Тамильский святой Самбандха был искренним преданным Господа и главой общины отшельников, поэтому владел некоторым «состоянием» в виде золотого колокола и жемчужного паланкина, а также прочими культовыми принадлежностями, нужными для совершения обрядов почитания. Совершая паломничества по стране, он заметил в отдалении пик Аруначалы и запел от восторга, тогда сам бог Аруначала сперва появился перед ним в образе света, а затем принял образ старого брахмана с корзиной цветов в руках. На вопрос, откуда он пришел, тот ответил: «С горы Аруначалы – я набрал там цветов в полдень, и они еще не увяли».

Пораженный сообщением, что гора обетованная столь близка, Самбандха не мешкая попросил странника отвести его туда. Старец провел его в нужном направлении часть пути, а затем внезапно растворился в воздухе. Оставшись без проводника, Самбандха продолжил путь вместе со своими последователями, но скоро они перестали понимать, куда же они идут, а потом на них напали разбойники и отобрали все драгоценности. Тогда Самбандха стал молиться Господу, и тот появился перед ним и успокоил, что «грабители» – его верные слуги, которые уже доставили все имущество на гору, и указал верный путь.

Прибыв на гору, где и впрямь вновь обрел свои сокровища, Самбандха восславил Господа и пробыл на ней несколько дней. Когда же ему исполнилось шестнадцать лет, он решил жениться, и вскоре свадебная процессия направилась к храму, еле различимому в сиянии света. Как только супруги вступили в храм и за ними последовала толпа народа, все они бесследно растворились в Свете, а храм снова принял обычный вид.

«Так завершилась короткая, но духовно насыщенная жизнь святого», – произнес в заключение Махарши взволнованным голосом и погрузился в молчание с сердцем, переполненным любовью к богу.

Другой тамильский святой по имени Маниккавачакар странствовал с места на место, пока не узрел в одном деревенском храме танец Шивы, созерцание которого привело его в поэтический восторг, и стихи полились из его уст. Тогда он решил остаться в этой деревне, а ночью сам Господь в облике старого брахмана явился к нему домой и попросил восславить Бога. Святой запел, а брахман сидел перед ним и записывал стихи на пальмовых листьях. Так прошла ночь, а наутро Маниккавачакар погрузился в мысли о Господе и замолчал, после чего брахман бесследно исчез…

Придя в храм совершать утреннее богослужение, священник открыл двери святилища и с удивлением обнаружил перед изображением танцующего Шивы связку пальмовых листьев, испещренных стихами, под которыми стояло имя Маниккавачакара и «печать» бога. Тогда все храмовые служители собрались на общий совет и позвали святого, требуя от него исповеди о происхождении поэмы. Сначала тот долго молчал, а затем встал перед Шивой и сказал: «Господь перед вами – единственный ответ на ваш вопрос», – и с этими словами слился с Богом…

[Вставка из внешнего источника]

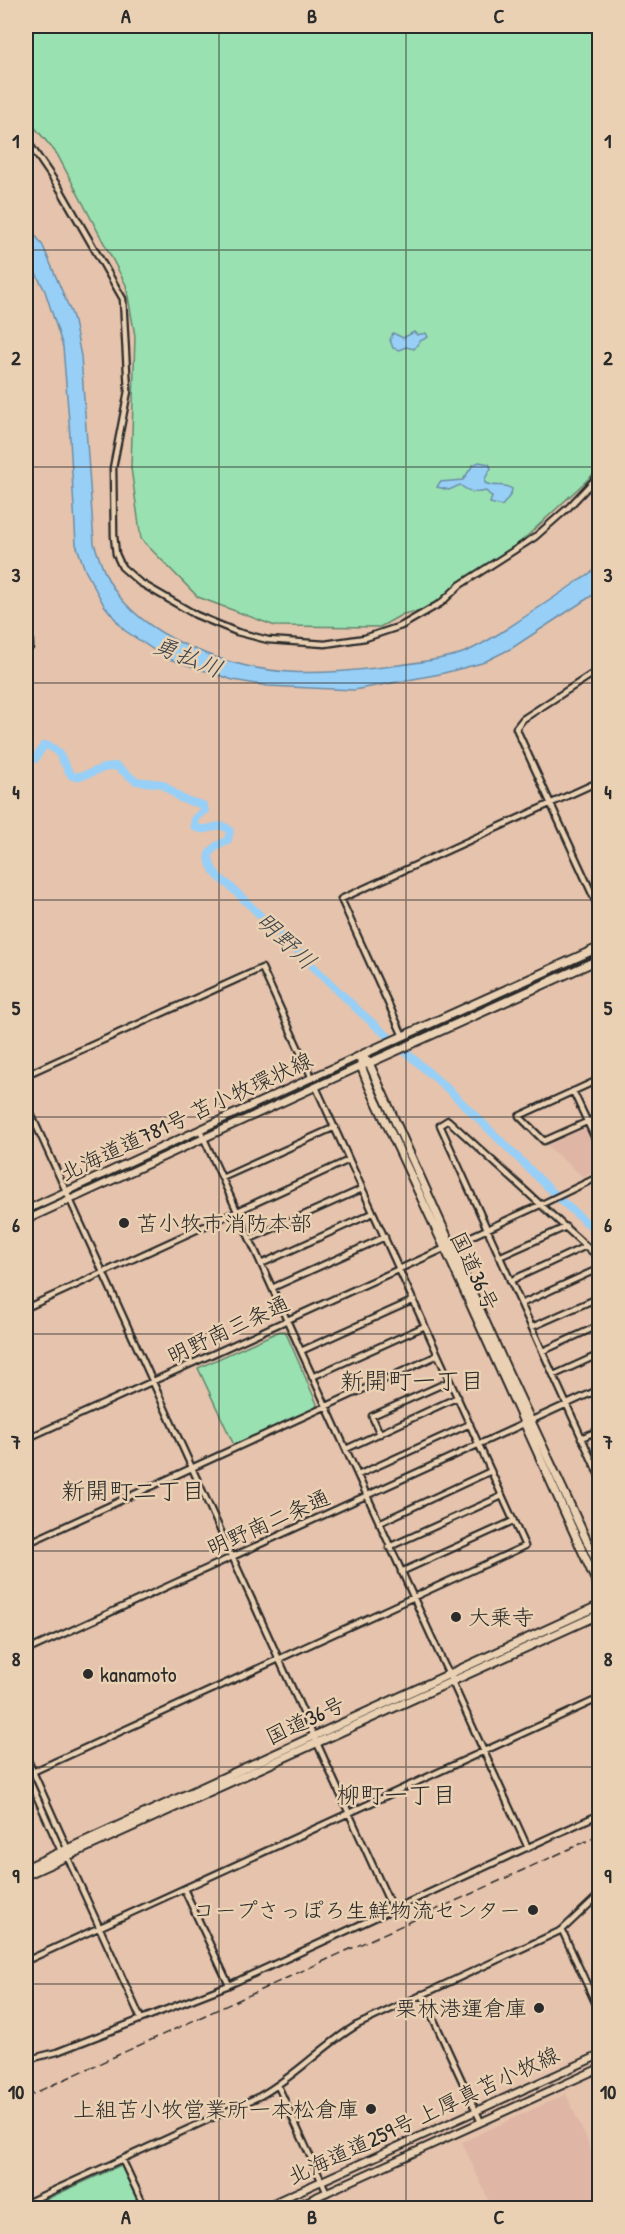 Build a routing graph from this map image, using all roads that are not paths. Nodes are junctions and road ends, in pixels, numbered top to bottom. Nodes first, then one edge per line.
1 (26, 139) edge
2 (600, 474) edge
3 (26, 569) edge
4 (26, 648) edge
5 (600, 669) edge
6 (600, 781) edge
7 (550, 804) junction
8 (600, 910) edge
9 (600, 947) edge
10 (600, 959) edge
11 (400, 1038) junction
12 (361, 1055) junction
13 (369, 1063) junction
14 (361, 1066) junction
15 (26, 1075) edge
16 (312, 1078) junction
17 (600, 1079) edge
18 (316, 1087) junction
19 (573, 1091) junction
20 (26, 1103) edge
21 (28, 1115) edge
22 (600, 1116) edge
23 (587, 1122) junction
24 (335, 1127) junction
25 (200, 1130) junction
26 (204, 1139) junction
27 (600, 1149) edge
28 (349, 1160) junction
29 (600, 1176) edge
30 (222, 1178) junction
31 (362, 1189) junction
32 (67, 1191) junction
33 (71, 1199) junction
34 (540, 1205) junction
35 (26, 1210) edge
36 (236, 1211) junction
37 (374, 1213) junction
38 (26, 1220) edge
39 (566, 1227) junction
40 (486, 1229) junction
41 (385, 1237) junction
42 (250, 1239) junction
43 (586, 1246) junction
44 (448, 1247) junction
45 (499, 1257) junction
46 (600, 1259) edge
47 (261, 1264) junction
48 (600, 1268) edge
49 (399, 1269) junction
50 (103, 1272) junction
51 (510, 1281) junction
52 (272, 1288) junction
53 (600, 1297) edge
54 (414, 1300) junction
55 (521, 1304) junction
56 (26, 1308) edge
57 (286, 1320) junction
58 (425, 1326) junction
59 (600, 1326) edge
60 (532, 1327) junction
61 (301, 1351) junction
62 (543, 1351) junction
63 (600, 1354) edge
64 (438, 1355) junction
65 (554, 1375) junction
66 (312, 1377) junction
67 (450, 1381) junction
68 (152, 1382) junction
69 (600, 1389) edge
70 (458, 1397) junction
71 (566, 1404) junction
72 (327, 1407) junction
73 (527, 1422) junction
74 (470, 1424) junction
75 (600, 1430) edge
76 (380, 1434) junction
77 (581, 1438) junction
78 (26, 1439) edge
79 (479, 1444) junction
80 (346, 1449) junction
81 (600, 1460) edge
82 (592, 1463) junction
83 (193, 1468) junction
84 (491, 1471) junction
85 (358, 1475) junction
86 (600, 1478) edge
87 (366, 1496) junction
88 (502, 1496) junction
89 (513, 1521) junction
90 (379, 1523) junction
91 (26, 1544) edge
92 (389, 1547) junction
93 (232, 1556) junction
94 (600, 1569) edge
95 (400, 1572) junction
96 (600, 1590) edge
97 (413, 1598) junction
98 (600, 1605) edge
99 (600, 1614) edge
100 (26, 1651) edge
101 (279, 1659) junction
102 (450, 1678) junction
103 (600, 1698) edge
104 (316, 1739) junction
105 (483, 1752) junction
106 (26, 1756) edge
107 (33, 1772) junction
108 (26, 1774) edge
109 (349, 1813) junction
110 (600, 1814) edge
111 (528, 1848) junction
112 (66, 1852) junction
113 (26, 1868) edge
114 (26, 1875) edge
115 (184, 1889) junction
116 (600, 1894) edge
117 (393, 1910) junction
118 (100, 1927) junction
119 (562, 1930) junction
120 (26, 1961) edge
121 (229, 1985) junction
122 (422, 1994) junction
123 (600, 2013) edge
124 (141, 2019) junction
125 (600, 2055) edge
126 (26, 2060) edge
127 (600, 2068) edge
128 (278, 2086) junction
129 (476, 2111) junction
130 (481, 2122) junction
131 (122, 2159) junction
132 (322, 2182) junction
133 (327, 2193) junction
134 (26, 2203) edge
135 (145, 2208) edge
136 (262, 2208) edge
137 (292, 2208) edge

1 - 2 street
3 - 4 street
5 - 7 street
6 - 7 street
7 - 8 street
7 - 11 street
9 - 11 highway
10 - 13 highway
11 - 12 highway
12 - 13 highway
12 - 14 highway, 国道36号
12 - 16 main road, 北海道道781号 苫小牧環状線
13 - 14 highway
13 - 44 highway, 国道36号
14 - 18 main road, 北海道道781号 苫小牧環状線
14 - 44 highway, 国道36号
15 - 16 street
16 - 25 main road, 北海道道781号 苫小牧環状線
17 - 19 street
18 - 24 street
18 - 26 main road, 北海道道781号 苫小牧環状線
19 - 23 street
19 - 23 street
20 - 21 street
21 - 32 street
22 - 23 street
23 - 27 street
24 - 28 street
24 - 30 street
25 - 26 street
25 - 32 main road, 北海道道781号 苫小牧環状線
26 - 30 street
26 - 33 main road, 北海道道781号 苫小牧環状線
28 - 31 street
28 - 36 street
29 - 34 street, 明野南三条通
30 - 36 street
31 - 37 street
31 - 42 street
32 - 33 street
32 - 35 main road, 北海道道781号 苫小牧環状線
33 - 38 main road, 北海道道781号 苫小牧環状線
33 - 50 street
34 - 39 street
34 - 40 street, 明野南三条通
34 - 40 street
36 - 42 street
36 - 50 street
37 - 41 street
37 - 47 street
39 - 43 street
39 - 45 street
40 - 44 street, 明野南三条通
40 - 45 street
41 - 49 street
41 - 52 street
42 - 47 street
43 - 46 street
43 - 51 street
44 - 49 street, 明野南三条通
44 - 73 highway, 国道36号
45 - 51 street
47 - 52 street
48 - 55 street
49 - 54 street
49 - 57 street, 明野南三条通
50 - 56 street
50 - 68 street
51 - 55 street
52 - 57 street
53 - 60 street
54 - 58 street
54 - 61 street
55 - 60 street
57 - 61 street
57 - 68 street, 明野南三条通
58 - 64 street
58 - 66 street
59 - 62 street
60 - 62 street
61 - 66 street
62 - 65 street
63 - 65 street
64 - 67 street
64 - 72 street
65 - 71 street
66 - 72 street
67 - 70 street
67 - 76 street
68 - 78 street, 明野南三条通
68 - 83 street
69 - 71 street, 明野南二条通
70 - 74 street
70 - 76 street
71 - 73 street, 明野南二条通
71 - 77 street
72 - 80 street
72 - 83 street
73 - 79 street, 明野南二条通
73 - 94 highway, 国道36号
73 - 96 highway, 国道36号
74 - 79 street
74 - 85 street
75 - 77 street
76 - 80 street
77 - 82 street
79 - 84 street
79 - 87 street, 明野南二条通
80 - 85 street
81 - 82 street
82 - 86 street
83 - 91 street
83 - 93 street
84 - 88 street
84 - 90 street
85 - 87 street
87 - 90 street
87 - 93 street, 明野南二条通
88 - 89 street
88 - 92 street
89 - 95 street
89 - 97 street
90 - 92 street
92 - 95 street
93 - 100 street, 明野南二条通
93 - 101 street
95 - 97 street
97 - 101 street
97 - 102 street
98 - 102 highway, 国道36号
99 - 102 highway, 国道36号
101 - 104 street
101 - 107 street
102 - 104 highway, 国道36号
102 - 105 street
103 - 105 street
104 - 109 street
104 - 112 highway, 国道36号
105 - 109 street
105 - 111 street
106 - 107 street
107 - 108 street
107 - 112 street
108 - 112 street
109 - 115 street
109 - 117 street
110 - 111 street
111 - 117 street
112 - 113 highway, 国道36号
112 - 114 highway, 国道36号
112 - 118 street
115 - 118 street
115 - 121 street
116 - 119 street
117 - 121 street
118 - 120 street
118 - 124 street
119 - 122 street
119 - 123 street
121 - 124 street
122 - 128 street
122 - 129 street
124 - 126 street
125 - 129 main road, 北海道道259号 上厚真苫小牧線
127 - 130 main road, 北海道道259号 上厚真苫小牧線
128 - 131 street
128 - 132 street
129 - 130 street
129 - 132 main road, 北海道道259号 上厚真苫小牧線
130 - 133 main road, 北海道道259号 上厚真苫小牧線
131 - 134 street
131 - 135 street
132 - 133 street
132 - 136 main road, 北海道道259号 上厚真苫小牧線
133 - 137 main road, 北海道道259号 上厚真苫小牧線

Здесь голос Махарши дрогнул, и, не в силах произнести больше ни слова, он погрузился в блаженное молчание.

Прославление Аруначалы в тамильской поэзии

Аруначала всегда славилась как даритель освобождения, разрушитель ложного мнения о том, что «я есть тело» – как наставник в истинном знании.

О происхождении горы рассказывают такое предание: когда Брахма и Вишну начали ссориться, сбитые гордыней с праведного пути, Шива предстал пред ними в образе огненного столба, затвердевшего в виде горы Аруначалы. Когда его собственная супруга богиня Парвати пожелала достичь состояния, в котором она была бы не способна ни на какое неверное действие, Шива послал ее к Аруначале, где она слилась с ним в единое целое. Таким образом, Аруначала была «гуру» даже для Брахмы и Вишну, а для Парвати – местом, где она избавилась от двойственности.

На протяжении веков святые и мудрецы слагали стихи на санскрите и тамильском языке, превознося могущество Аруначалы, позволяющее искоренить эго и даровать знание Себя. Все четыре великих шиваитских мудреца в Тамил Наду воспевали Аруначалу. В одном из стихотворений, часто приводимом Махарши, поэт описал гору как джняна-тирал, плотное скопление истины. В другой поэме, обращенной к Аруначале, говорится: «Ты можешь быть познана только теми, кто отказался от привязанности к телу». Духовную пользу прадакшины описал Шри Саду Ом в поэме на тамильском: «Корова, обходящая вокруг колышка, не знает, что длина веревки с каждым кругом уменьшается… Точно так же и ум человека, любовно вращаясь вокруг Аруначалы, которая и есть Самость, в конце концов застынет, исчерпав свое движение».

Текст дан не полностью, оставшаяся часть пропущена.